Gaël Faye : Depuis presque un an et demi que je n’étais pas monté sur scène, j’avais peur de ne plus savoir comment faire. Rien que se retrouver avec les musiciens était compliqué. L’un vit à Kigali, deux autres habitent à Paris. Sans compter les équipes techniques un peu partout… Pendant la tournée, nous sommes une quinzaine sur la route. On a fait que reporter, reporter la tournée, ne sachant pas jusqu’à la dernière minute si ce serait assis, masqués, avec ou sans jauges…
J’avais la crainte qu’on nous annonce au dernier moment qu’on ne pouvait plus monter sur scène. Nous avons préparé un Olympia en quatre jours, ce qui ne m’est jamais arrivé. Difficile de présenter quelque chose qui tienne la route aux gens dans une telle incertitude. Mais ce qui est fou, c’est que les gens ont tellement envie de revoir des concerts que ça leur est égal si ça n’est pas parfait. Et c’est là que ça devient parfait ! La présence des gens, l’envie de revoir de la musique en live, de sentir l’énergie du collectif, ça nous porte et ça rend cette tournée magique.

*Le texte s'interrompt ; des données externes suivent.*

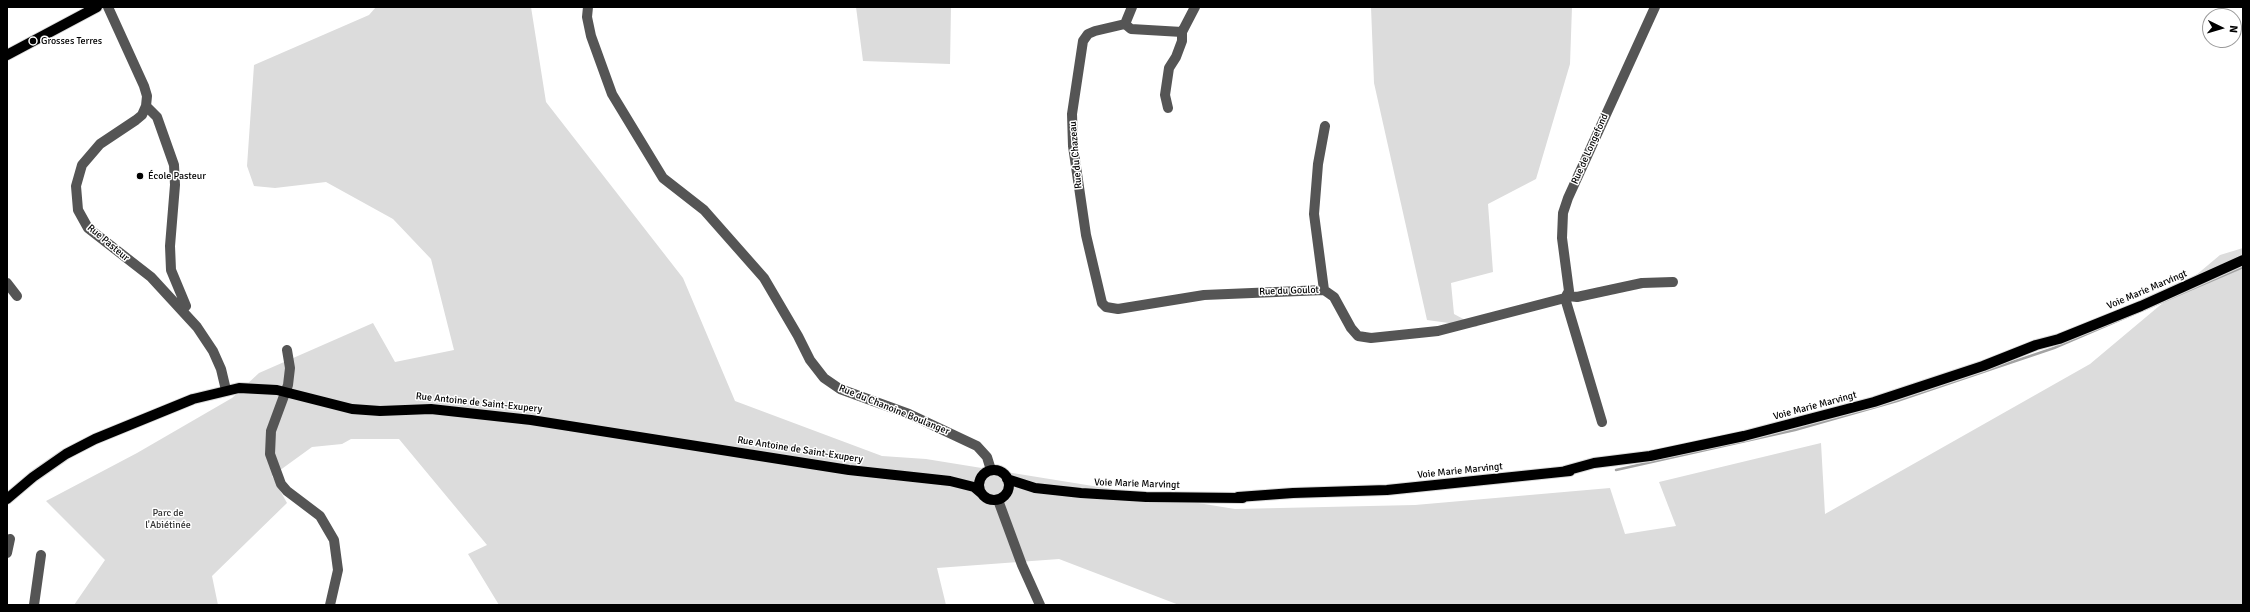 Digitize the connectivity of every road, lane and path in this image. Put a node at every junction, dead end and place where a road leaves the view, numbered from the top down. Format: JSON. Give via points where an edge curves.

Vous aimez dire qu’un concert, c’est l’addition de nos solitudes…
G. F. : Je crois qu’on se rend à un concert pour sentir une communion, pour ressentir la même émotion que son voisin inconnu. Je me souviens d’un de mes premiers concerts, c’était le chanteur congolais Bonga au Bataclan. Tout à coup, il nous a invités à danser ensemble, on s’est tous mis à se tenir la main, on passait de personne en personne… Je me souviens de ce moment où la liberté se trouvait autant dans le public que sur scène. En concert, je me sens un peu comme un maître de cérémonie, un MC, comme on dit dans le hip-hop. Je dis au public : « OK je viens, je fais mes chansons, je vous raconte une histoire, mais ce qui va se passer ce soir, c’est autant votre énergie que la mienne. » Un peu comme lorsqu’on reçoit des invités à dîner chez soi.
Vous avez grandi au Burundi. En quoi croit-on, là-bas ?

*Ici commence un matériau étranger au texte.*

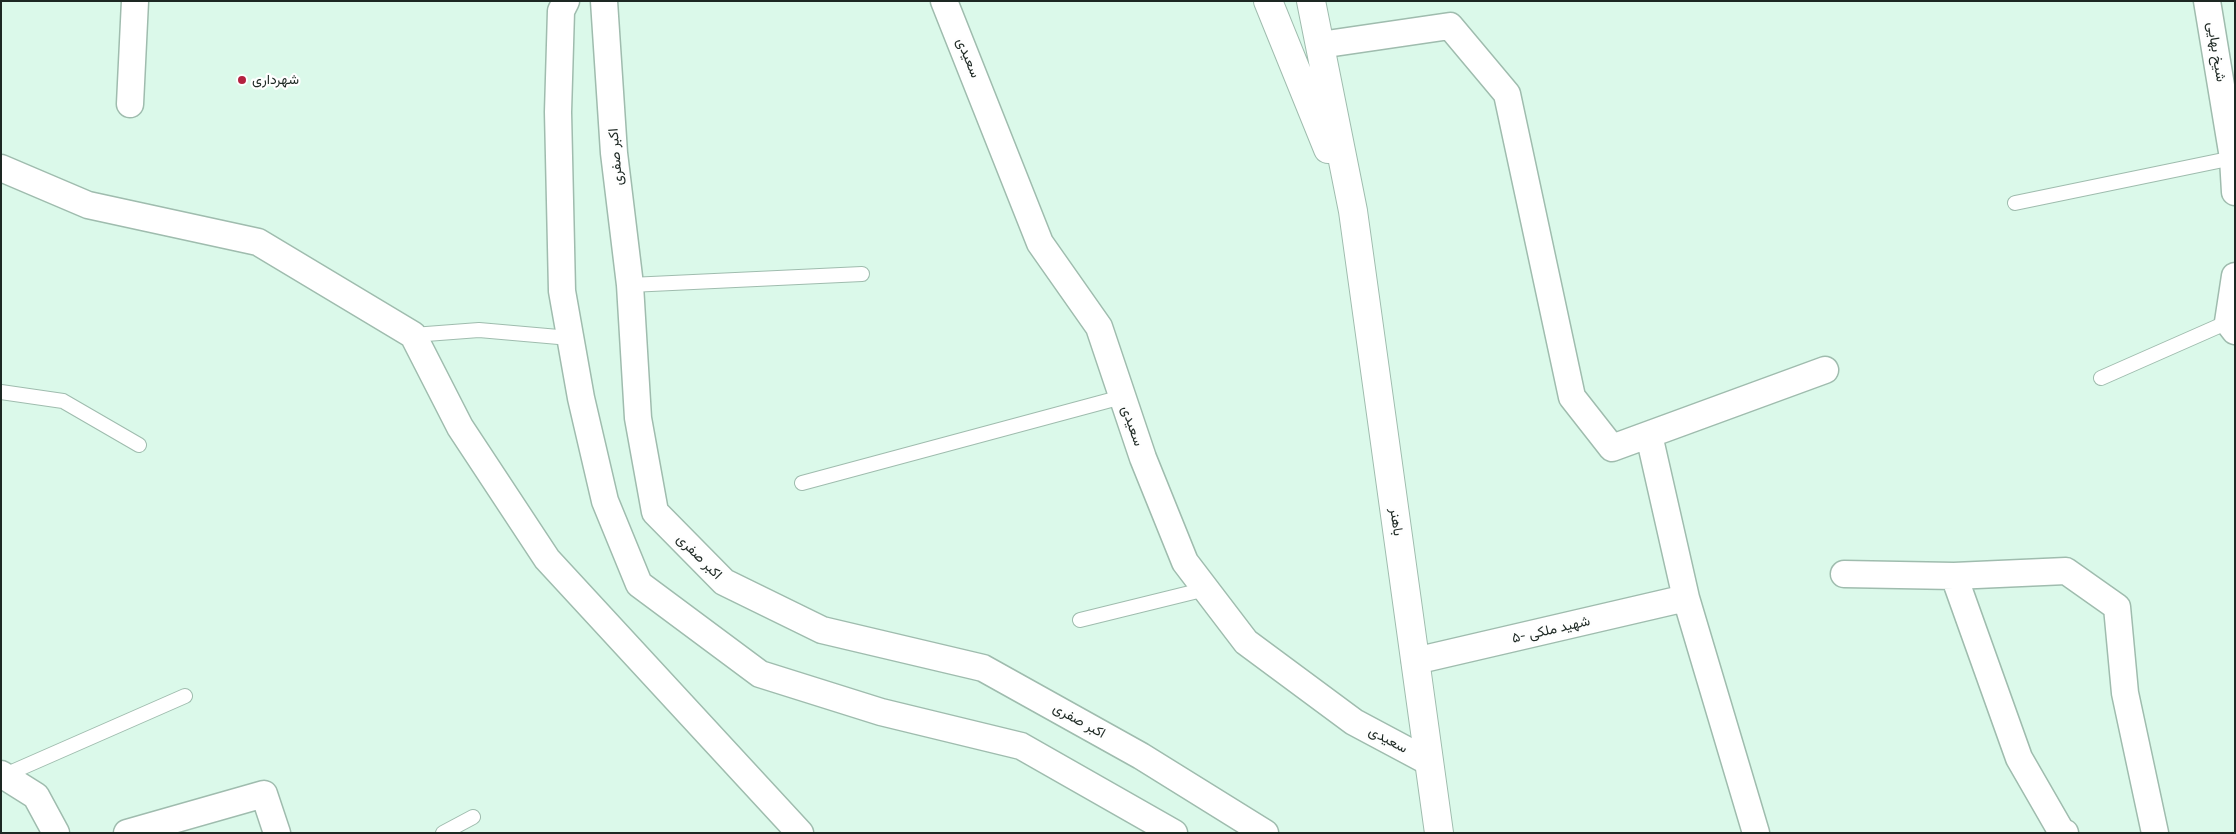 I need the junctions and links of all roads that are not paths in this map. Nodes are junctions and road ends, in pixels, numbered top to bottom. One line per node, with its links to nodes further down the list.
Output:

G. F. : C’est toujours délicat de parler de moi d’une façon générale, j’étais métis et j’avais donc une place particulière dans la société burundaise. Mon père est français, ma mère rwandaise tutsie. Ma mère est partie assez tôt, j’ai grandi avec mon père. Il était herpétologiste, spécialiste des reptiles, donc nous avons passé beaucoup de temps avec les populations autochtones, les Pygmées, qui vivent près de la forêt, ou dedans.

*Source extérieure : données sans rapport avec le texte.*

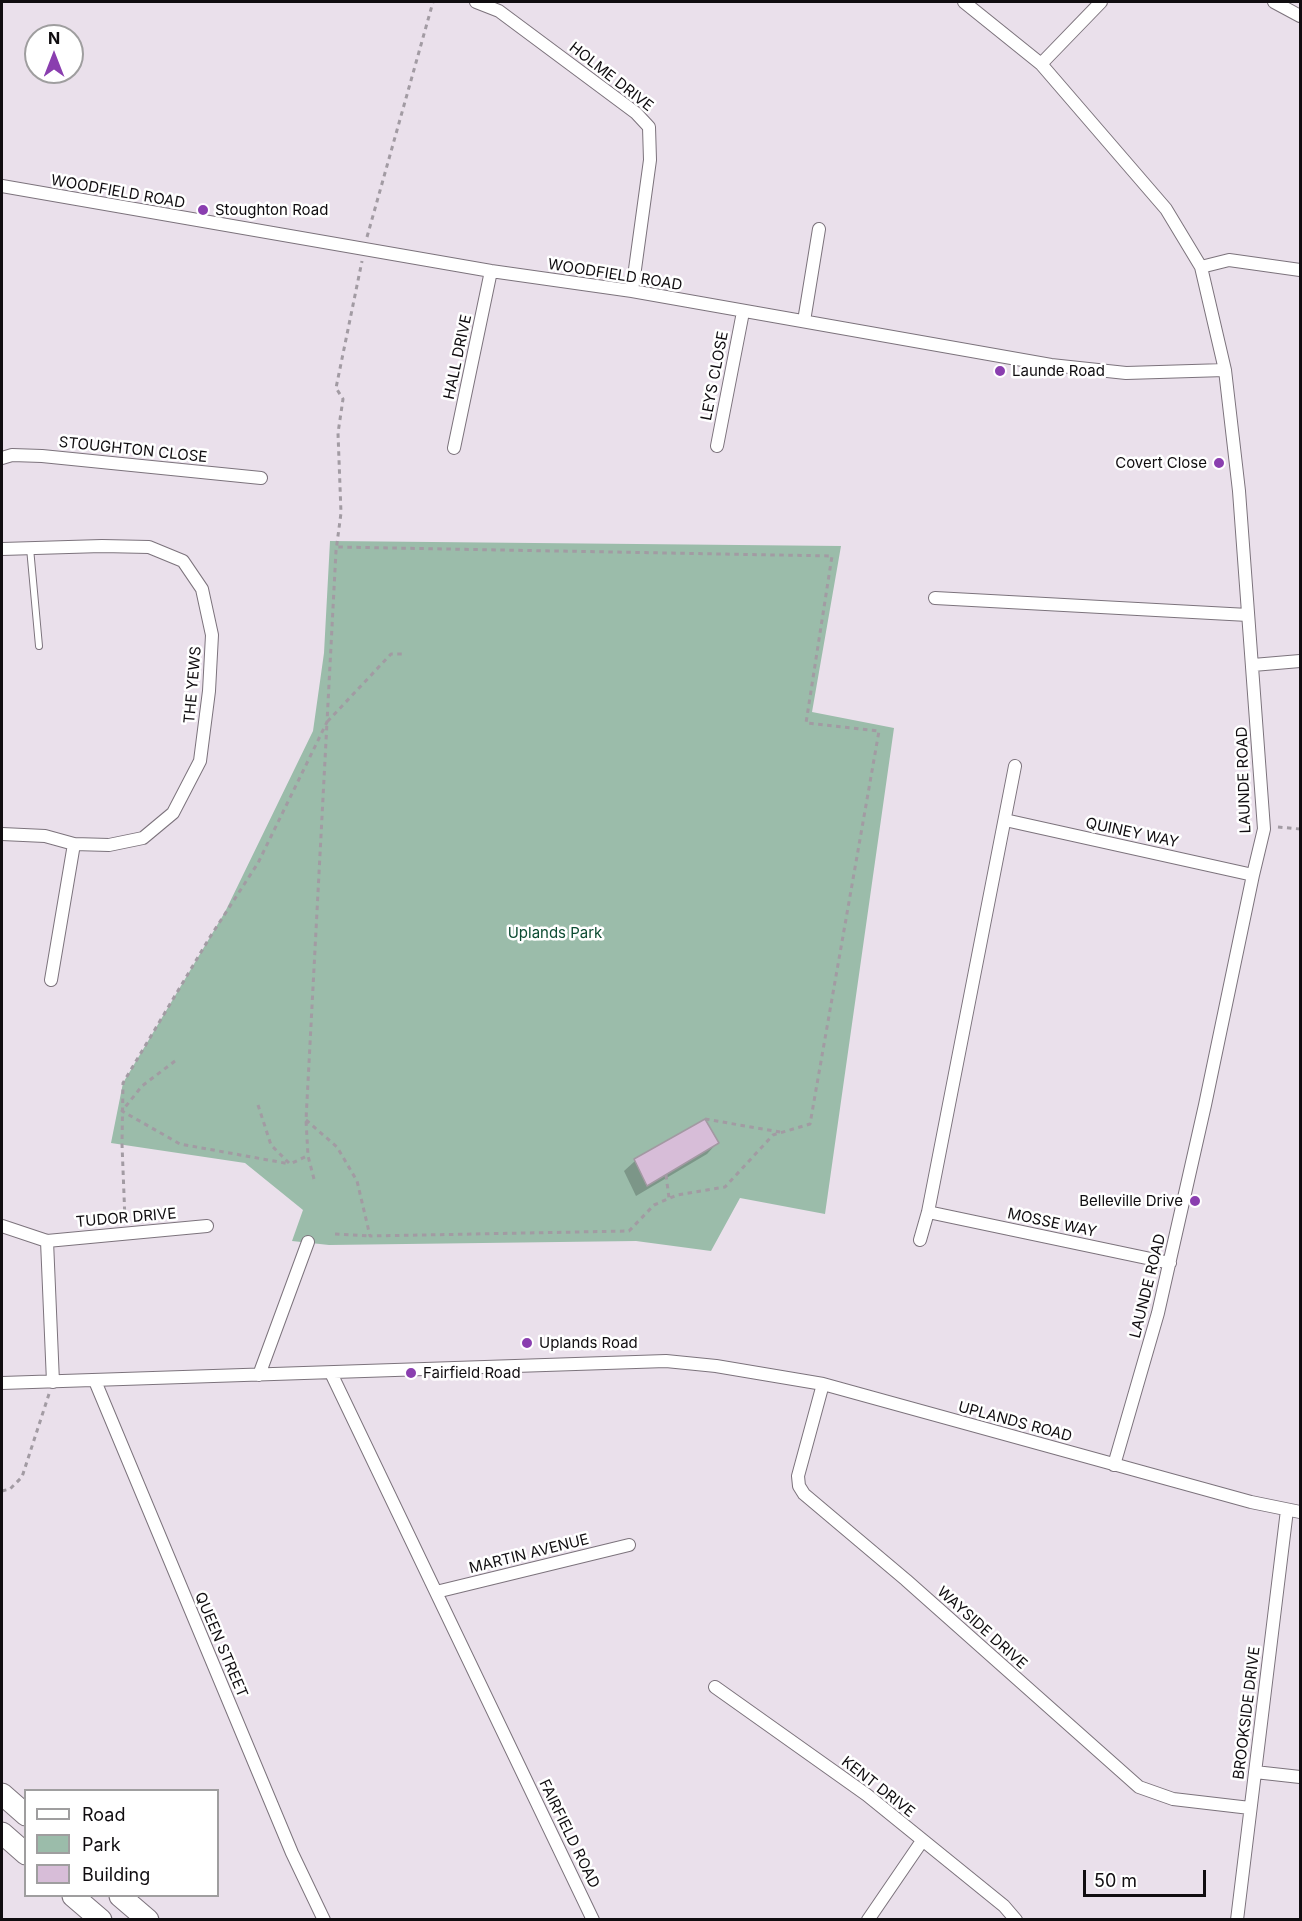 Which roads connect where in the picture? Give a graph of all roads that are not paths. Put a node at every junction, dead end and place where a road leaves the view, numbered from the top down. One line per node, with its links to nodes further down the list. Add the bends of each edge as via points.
1 (476, 2): 12 (street, HOLME DRIVE, via 499,11 636,113 649,128 650,160)
2 (964, 2): 6 (street, LAUNDE ROAD)
3 (1101, 2): 6 (street)
4 (1274, 2): 5 (street)
5 (1300, 16)
6 (1041, 64): 9 (street, LAUNDE ROAD, via 1166,209)
7 (2, 186): 11 (street, WOODFIELD ROAD)
8 (819, 229): 14 (street)
9 (1201, 267): 10 (street, via 1229,260); 15 (street, LAUNDE ROAD)
10 (1300, 270)
11 (491, 271): 12 (street, WOODFIELD ROAD); 17 (street, HALL DRIVE)
12 (632, 291): 13 (street, WOODFIELD ROAD)
13 (743, 312): 14 (street, WOODFIELD ROAD); 16 (street, LEYS CLOSE)
14 (804, 321): 15 (street, WOODFIELD ROAD, via 1052,365 1126,373)
15 (1225, 370): 23 (street, LAUNDE ROAD)
16 (717, 446)
17 (454, 448)
18 (2, 458): 19 (street, STOUGHTON CLOSE, via 12,454 42,456)
19 (261, 478)
20 (29, 548): 21 (street, THE YEWS); 24 (lane); 30 (street, THE YEWS, via 149,547 183,561 202,589 212,635 200,761 173,813 143,838 109,845)
21 (2, 549)
22 (936, 598): 23 (street)
23 (1248, 615): 26 (street, LAUNDE ROAD)
24 (39, 646)
25 (1300, 661): 26 (street)
26 (1253, 665): 31 (street, LAUNDE ROAD, via 1264,829)
27 (1016, 766): 28 (street)
28 (1005, 820): 31 (street, QUINEY WAY); 33 (street)
29 (2, 834): 30 (street, THE YEWS, via 45,836)
30 (74, 844): 32 (street)
31 (1253, 875): 39 (street, LAUNDE ROAD)
32 (51, 980)
33 (928, 1212): 37 (street); 39 (street, MOSSE WAY)
34 (2, 1226): 36 (street, TUDOR DRIVE)
35 (207, 1226): 36 (street, TUDOR DRIVE)
36 (47, 1240): 43 (street)
37 (920, 1240)
38 (308, 1242): 41 (street)
39 (1170, 1263): 46 (street, LAUNDE ROAD)
40 (331, 1373): 41 (street, UPLANDS ROAD); 45 (street, UPLANDS ROAD, via 666,1361); 50 (street, FAIRFIELD ROAD)
41 (259, 1375): 42 (street, UPLANDS ROAD)
42 (95, 1381): 43 (street, UPLANDS ROAD); 64 (street, QUEEN STREET)
43 (53, 1382): 44 (street, UPLANDS ROAD)
44 (2, 1383)
45 (823, 1384): 46 (street, UPLANDS ROAD); 55 (street, WAYSIDE DRIVE, via 798,1476 804,1494 1139,1787 1173,1799)
46 (1114, 1465): 47 (street, UPLANDS ROAD)
47 (1287, 1510): 48 (street, UPLANDS ROAD); 52 (street, BROOKSIDE DRIVE)
48 (1300, 1512)
49 (629, 1545): 50 (street, MARTIN AVENUE)
50 (436, 1592): 65 (street, FAIRFIELD ROAD)
51 (715, 1687): 58 (street, KENT DRIVE, via 867,1795)
52 (1255, 1772): 53 (street); 55 (street, BROOKSIDE DRIVE)
53 (1300, 1777)
54 (2, 1794): 56 (highway)
55 (1250, 1808): 68 (street, BROOKSIDE DRIVE)
56 (24, 1813)
57 (2, 1833): 59 (highway)
58 (922, 1841): 66 (street); 67 (street, KENT DRIVE)
59 (24, 1852)
60 (74, 1897): 62 (highway)
61 (121, 1897): 63 (highway)
62 (101, 1920)
63 (148, 1920)
64 (324, 1920)
65 (593, 1920)
66 (868, 1920)
67 (1016, 1920)
68 (1237, 1920)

Nous allions à la chasse au serpent. Ces populations ne croyaient pas en Dieu et n’allaient pas à l’église. Elles avaient des croyances animistes. Pour moi, ça restait assez flou, je ne comprenais pas tout, mais je sentais que, pour elles, il y avait d’autres forces. Vu de France, quand on parle de ça, ça fait tout de suite très exotique, mais ça l’était moins au Burundi dans mon enfance. Lorsque quelqu’un était malade, on ne l’emmenait pas à l’hôpital mais voir le sorcier. Cela brouille un peu nos croyances.
Quelles croyances ?
G. F. : J’ai grandi dans le catholicisme. Mon arrière-grand-mère avait vu l’arrivée des premiers colons. Avant ça, elle croyait à la divinité Imana, un dieu unique du Burundi et du Rwanda, qui ont d’ailleurs été appelés les « pays du Christ-Roi », car les populations n’étaient pas animistes. Cela a permis de les convertir très facilement. Imana a été remplacé par le dieu unique de la Bible. Quand les premiers colons ont évangélisé le pays, tout s’est un peu mélangé dans l’esprit de mon arrière-grand-mère. Trois générations plus tard, dans mon enfance à moi, il y avait des églises pleines à craquer. Le dimanche, on était sapés terrible…
Je me souviens de la visite de Jean-Paul II en 1990. Nous étions en bord de route sur des kilomètres et des kilomètres, avec des tee-shirts à l’effigie du pape. Mon père, lui, était anarchiste, il n’avait pas voulu nous baptiser, ma sœur et moi. Mais il nous envoyait tous les week-ends chez ma grand-mère rwandaise qui, elle, était très pieuse.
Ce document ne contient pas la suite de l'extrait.